[[ Data open ]]

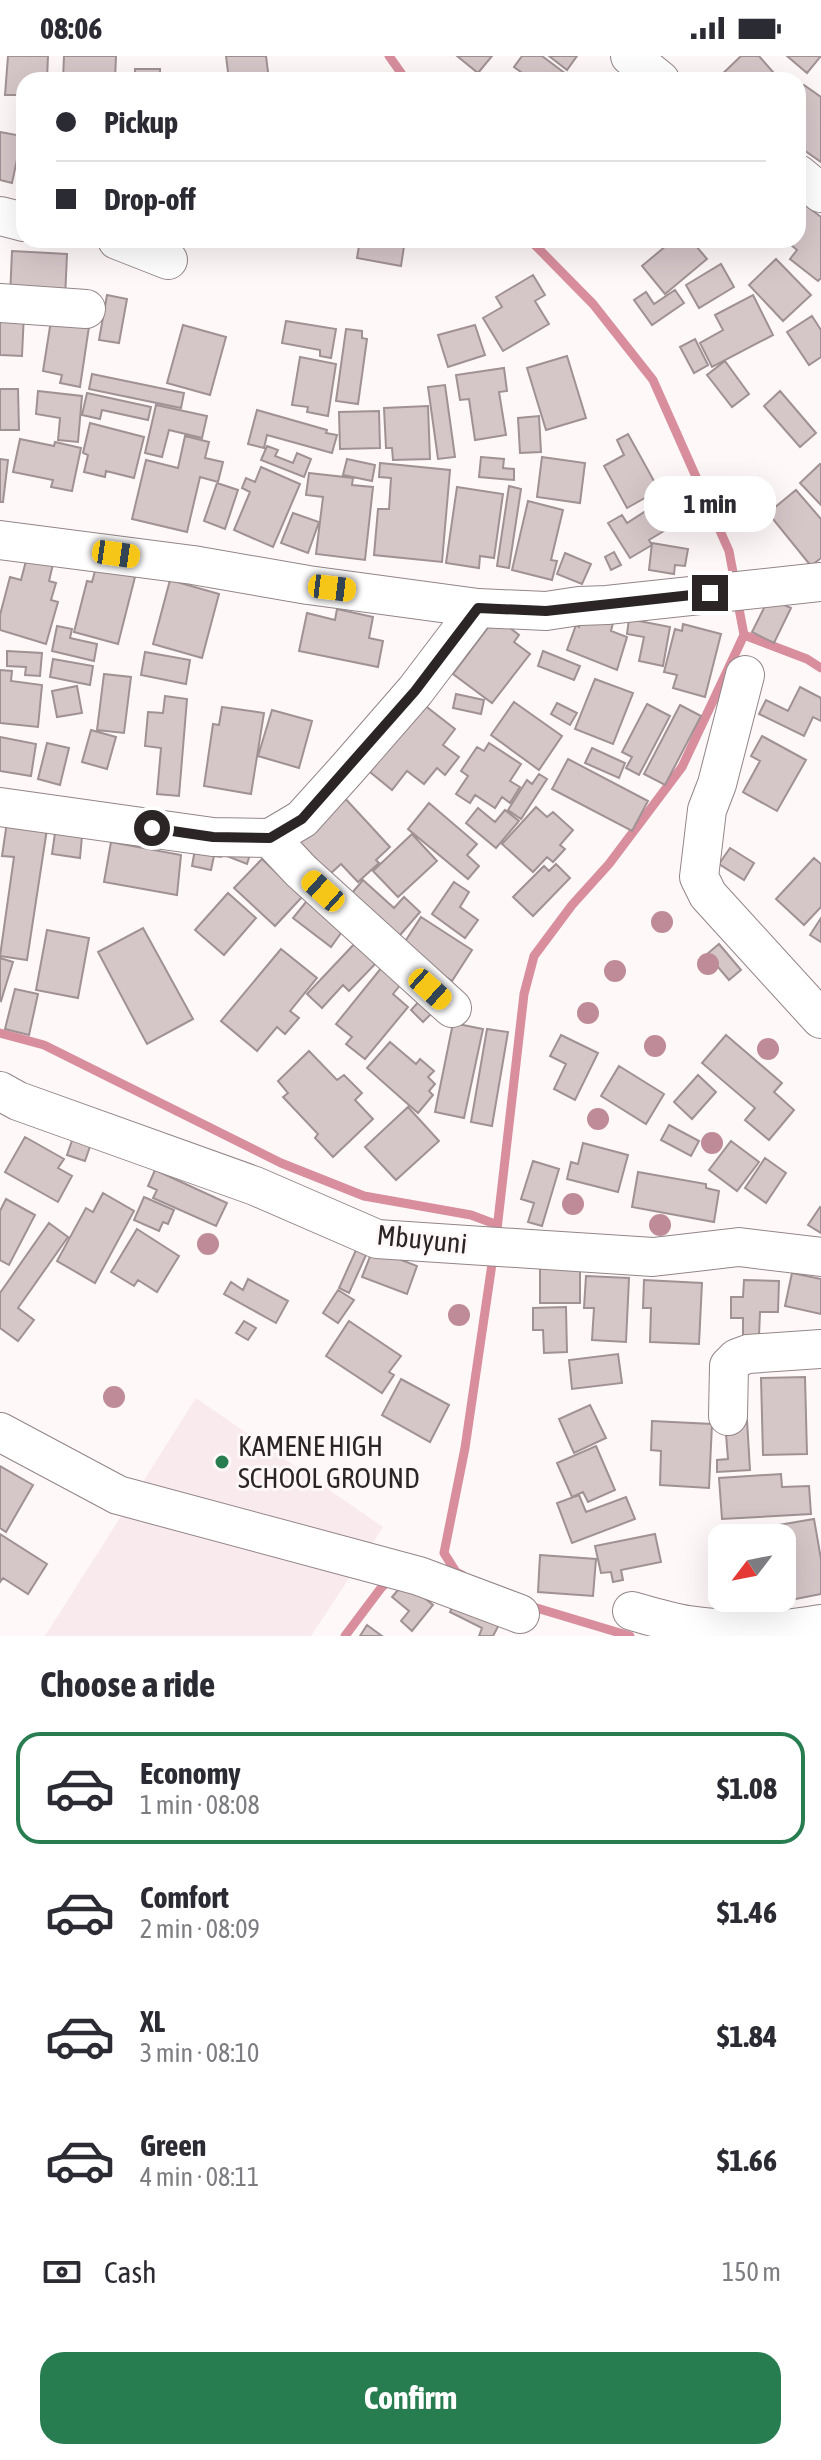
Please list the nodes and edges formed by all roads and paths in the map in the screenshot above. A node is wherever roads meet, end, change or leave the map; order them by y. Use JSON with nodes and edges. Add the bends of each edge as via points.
{"nodes":[{"id":1,"x":630,"y":56,"type":"edge"},
{"id":2,"x":650,"y":72,"type":"edge"},
{"id":3,"x":137,"y":248,"type":"edge"},
{"id":4,"x":168,"y":260,"type":"dead end"},
{"id":5,"x":0,"y":303,"type":"edge"},
{"id":6,"x":86,"y":309,"type":"dead end"},
{"id":7,"x":0,"y":540,"type":"edge"},
{"id":8,"x":821,"y":582,"type":"edge"},
{"id":9,"x":478,"y":608,"type":"junction"},
{"id":10,"x":745,"y":675,"type":"dead end"},
{"id":11,"x":0,"y":807,"type":"edge"},
{"id":12,"x":270,"y":838,"type":"junction"},
{"id":13,"x":452,"y":1008,"type":"dead end"},
{"id":14,"x":821,"y":1019,"type":"edge"},
{"id":15,"x":0,"y":1091,"type":"edge"},
{"id":16,"x":821,"y":1257,"type":"edge"},
{"id":17,"x":821,"y":1349,"type":"edge"},
{"id":18,"x":728,"y":1416,"type":"dead end"},
{"id":19,"x":0,"y":1432,"type":"edge"},
{"id":20,"x":632,"y":1611,"type":"dead end"},
{"id":21,"x":520,"y":1614,"type":"dead end"},
{"id":22,"x":821,"y":1624,"type":"edge"}],
"edges":[{"from":1,"to":2,"type":"street"},
{"from":3,"to":4,"type":"street"},
{"from":5,"to":6,"type":"street"},
{"from":7,"to":9,"type":"street"},
{"from":8,"to":9,"type":"street","via":[[546,611]]},
{"from":9,"to":12,"type":"street","via":[[339,779],[302,819]]},
{"from":10,"to":14,"type":"street","via":[[707,810],[699,877],[708,895]]},
{"from":11,"to":12,"type":"street","via":[[213,837]]},
{"from":12,"to":13,"type":"street"},
{"from":15,"to":16,"type":"street","name":"Mbuyuni","via":[[255,1186],[377,1239],[653,1257],[739,1247]]},
{"from":17,"to":18,"type":"street","via":[[737,1358],[729,1366]]},
{"from":19,"to":21,"type":"street","via":[[118,1495],[419,1576]]},
{"from":20,"to":22,"type":"street","via":[[688,1625],[796,1629]]}]}
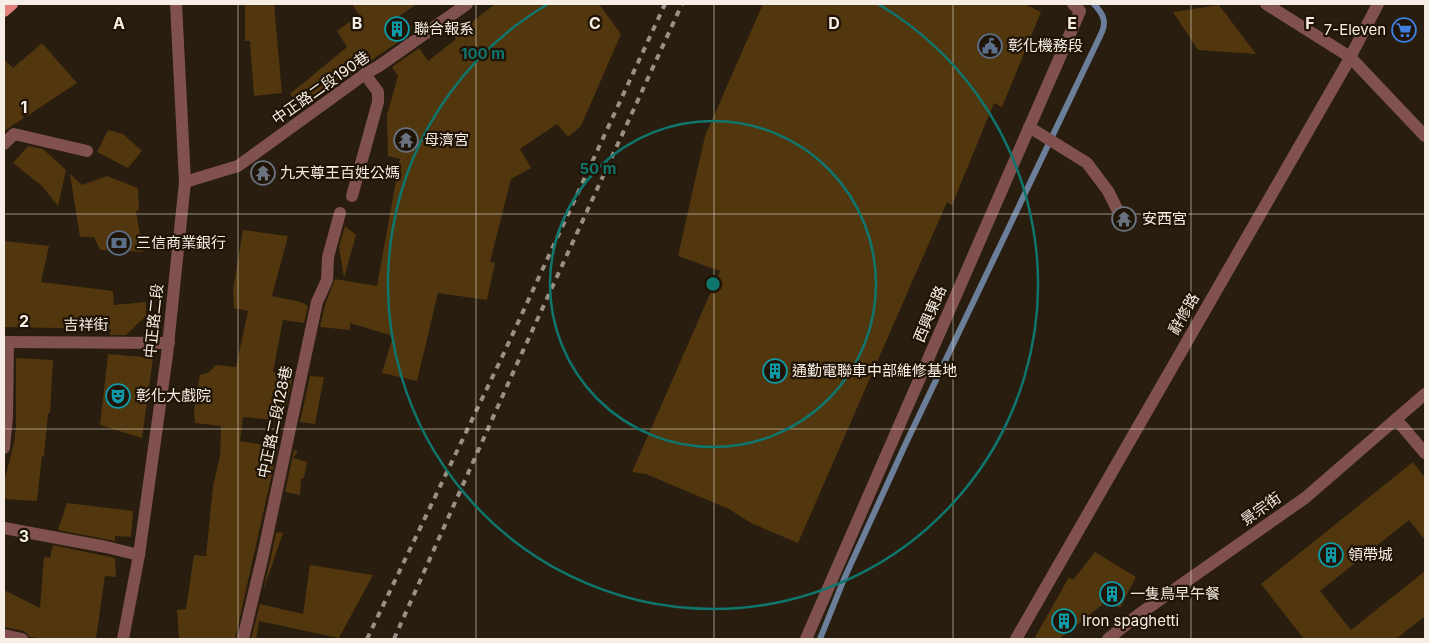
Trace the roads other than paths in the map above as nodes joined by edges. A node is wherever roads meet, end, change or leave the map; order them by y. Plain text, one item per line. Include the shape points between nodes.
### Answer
1 (12, 4) edge
2 (176, 4) edge
3 (467, 4) edge
4 (1266, 4) edge
5 (1378, 4) edge
6 (1080, 6) edge
7 (4, 11) edge
8 (1350, 57) junction
9 (365, 74) junction
10 (1029, 127) junction
11 (1425, 136) edge
12 (4, 144) edge
13 (87, 151) dead end
14 (185, 182) junction
15 (352, 196) dead end
16 (340, 213) dead end
17 (1120, 215) dead end
18 (6, 342) edge
19 (169, 343) junction
20 (1425, 394) edge
21 (1396, 419) junction
22 (4, 448) edge
23 (1425, 453) edge
24 (4, 528) edge
25 (138, 556) junction
26 (4, 635) edge
27 (22, 639) edge
28 (123, 639) edge
29 (243, 639) edge
30 (806, 639) edge
31 (1016, 639) edge
32 (1108, 639) edge

1 - 7 main road
2 - 14 street, 中正路二段
3 - 9 street, 中正路二段190巷
4 - 8 street
5 - 8 street, 辭修路
6 - 10 street, 西興東路
8 - 11 street
8 - 31 street, 辭修路
9 - 14 street, 中正路二段190巷 via 238,166
9 - 15 street via 378,92 378,102
10 - 17 street via 1087,163 1108,191
10 - 30 street, 西興東路
12 - 13 street via 14,134
14 - 19 street, 中正路二段
16 - 29 street, 中正路二段128巷 via 328,257 327,280 317,302
18 - 19 street, 吉祥街
18 - 22 street
19 - 25 street, 中正路二段
20 - 21 street, 景宗街
21 - 23 street
21 - 32 street, 景宗街 via 1305,498
24 - 25 street
25 - 28 street, 中正路二段
26 - 27 street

[[ Data closed ]]

Exercise: The images are to be left out while the entries are written out exactly.

Task solution:
Please list the nodes and edges formed by all roads and paths in the map in the screenshot above. A node is wherever roads meet, end, change or leave the map; order them by y. Use JSON with nodes and edges. Add the bends of each edge as via points.
{"nodes":[{"id":1,"x":630,"y":56,"type":"edge"},
{"id":2,"x":650,"y":72,"type":"edge"},
{"id":3,"x":137,"y":248,"type":"edge"},
{"id":4,"x":168,"y":260,"type":"dead end"},
{"id":5,"x":0,"y":303,"type":"edge"},
{"id":6,"x":86,"y":309,"type":"dead end"},
{"id":7,"x":0,"y":540,"type":"edge"},
{"id":8,"x":821,"y":582,"type":"edge"},
{"id":9,"x":478,"y":608,"type":"junction"},
{"id":10,"x":745,"y":675,"type":"dead end"},
{"id":11,"x":0,"y":807,"type":"edge"},
{"id":12,"x":270,"y":838,"type":"junction"},
{"id":13,"x":452,"y":1008,"type":"dead end"},
{"id":14,"x":821,"y":1019,"type":"edge"},
{"id":15,"x":0,"y":1091,"type":"edge"},
{"id":16,"x":821,"y":1257,"type":"edge"},
{"id":17,"x":821,"y":1349,"type":"edge"},
{"id":18,"x":728,"y":1416,"type":"dead end"},
{"id":19,"x":0,"y":1432,"type":"edge"},
{"id":20,"x":632,"y":1611,"type":"dead end"},
{"id":21,"x":520,"y":1614,"type":"dead end"},
{"id":22,"x":821,"y":1624,"type":"edge"}],
"edges":[{"from":1,"to":2,"type":"street"},
{"from":3,"to":4,"type":"street"},
{"from":5,"to":6,"type":"street"},
{"from":7,"to":9,"type":"street"},
{"from":8,"to":9,"type":"street","via":[[546,611]]},
{"from":9,"to":12,"type":"street","via":[[339,779],[302,819]]},
{"from":10,"to":14,"type":"street","via":[[707,810],[699,877],[708,895]]},
{"from":11,"to":12,"type":"street","via":[[213,837]]},
{"from":12,"to":13,"type":"street"},
{"from":15,"to":16,"type":"street","name":"Mbuyuni","via":[[255,1186],[377,1239],[653,1257],[739,1247]]},
{"from":17,"to":18,"type":"street","via":[[737,1358],[729,1366]]},
{"from":19,"to":21,"type":"street","via":[[118,1495],[419,1576]]},
{"from":20,"to":22,"type":"street","via":[[688,1625],[796,1629]]}]}
Trace the roads other than paths in the map above as nodes joined by edges. A node is wherever roads meet, end, change or leave the map; order them by y. Plain text, one item per line. Include the shape points between nodes.
### Answer
1 (12, 4) edge
2 (176, 4) edge
3 (467, 4) edge
4 (1266, 4) edge
5 (1378, 4) edge
6 (1080, 6) edge
7 (4, 11) edge
8 (1350, 57) junction
9 (365, 74) junction
10 (1029, 127) junction
11 (1425, 136) edge
12 (4, 144) edge
13 (87, 151) dead end
14 (185, 182) junction
15 (352, 196) dead end
16 (340, 213) dead end
17 (1120, 215) dead end
18 (6, 342) edge
19 (169, 343) junction
20 (1425, 394) edge
21 (1396, 419) junction
22 (4, 448) edge
23 (1425, 453) edge
24 (4, 528) edge
25 (138, 556) junction
26 (4, 635) edge
27 (22, 639) edge
28 (123, 639) edge
29 (243, 639) edge
30 (806, 639) edge
31 (1016, 639) edge
32 (1108, 639) edge

1 - 7 main road
2 - 14 street, 中正路二段
3 - 9 street, 中正路二段190巷
4 - 8 street
5 - 8 street, 辭修路
6 - 10 street, 西興東路
8 - 11 street
8 - 31 street, 辭修路
9 - 14 street, 中正路二段190巷 via 238,166
9 - 15 street via 378,92 378,102
10 - 17 street via 1087,163 1108,191
10 - 30 street, 西興東路
12 - 13 street via 14,134
14 - 19 street, 中正路二段
16 - 29 street, 中正路二段128巷 via 328,257 327,280 317,302
18 - 19 street, 吉祥街
18 - 22 street
19 - 25 street, 中正路二段
20 - 21 street, 景宗街
21 - 23 street
21 - 32 street, 景宗街 via 1305,498
24 - 25 street
25 - 28 street, 中正路二段
26 - 27 street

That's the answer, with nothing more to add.